Most of the time, manufacturers will voluntarily recall a defective car. Voluntary recalls are thought to reflect better on companies than complying with government ordered recalls. The National Highway Transportation Safety Administration (NHTSA), the federal agency responsible for car safety investigations, often begins the recall process by requesting that a manufacturer issue a voluntary recall. It can also order manufacturers to recall defective cars and equipment when necessary. The NHTSA maintains a helpful online database of recalls and defects as well.
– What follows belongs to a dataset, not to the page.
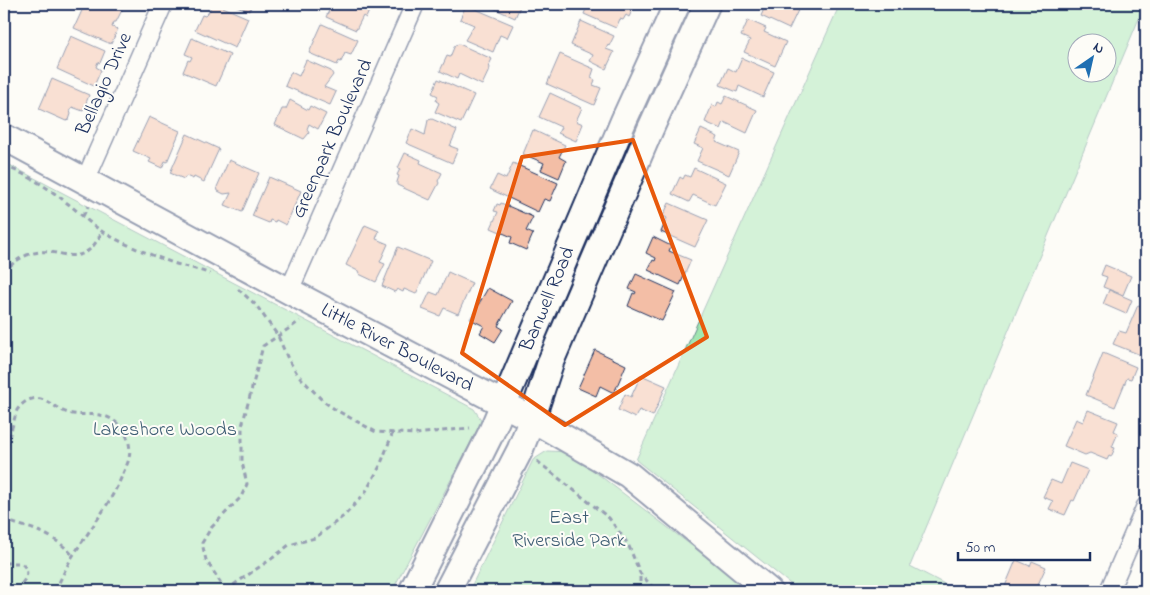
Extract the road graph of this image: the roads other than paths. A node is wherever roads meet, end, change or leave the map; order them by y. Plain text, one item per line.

All consumers should receive notice of a recall affecting them. Car manufacturers are required to notify registered owners and purchasers of all recalled cars by letter, and state agencies will provide manufacturers with lists of registered owners for this purpose. This notice will contain important details about getting your car or equipment fixed.
Your Recall Remedies: Repair, Replace, Refund
Federal law requires manufacturers to provide consumers with a recall remedy free of charge and within a reasonable amount of time. Realistically, this may mean a wait. Car recalls can span the globe and potentially involve thousands of owners. But you should insist on your right to a recall remedy at no cost. Most recalls are run through local dealerships.
While your recall remedy is free, the choice of remedy belongs to the manufacturer. Car manufacturers can choose from three recall remedies depending on the nature of the defect.
- Repair: The manufacturer will repair the defect free of charge. This commonly occurs for small, easily fixed defects.
- Replace: The manufacturer will replace your car or equipment free of charge.
- Refund: The manufacturer will refund your purchase (minus a certain amount for depreciation). Refunds are only available for car recalls; manufacturers of car equipment are only required to repair or replace defective equipment.
The NHTSA maintains an online booklet of important recall information for consumers. This source is comprehensive and widely cited. If you have more specific questions, you may wish to read it or otherwise contact the NHTSA.
Your Legal Options
Recall remedies do not affect your remaining legal rights. Consumers who are injured due to a car or car equipment defect can still sue the manufacturer. These lawsuits can recover compensation for medical bills, lost wages from time off work, and other injury damages. Consumers who have been injured as a result of car-related defect should consider contacting an attorney.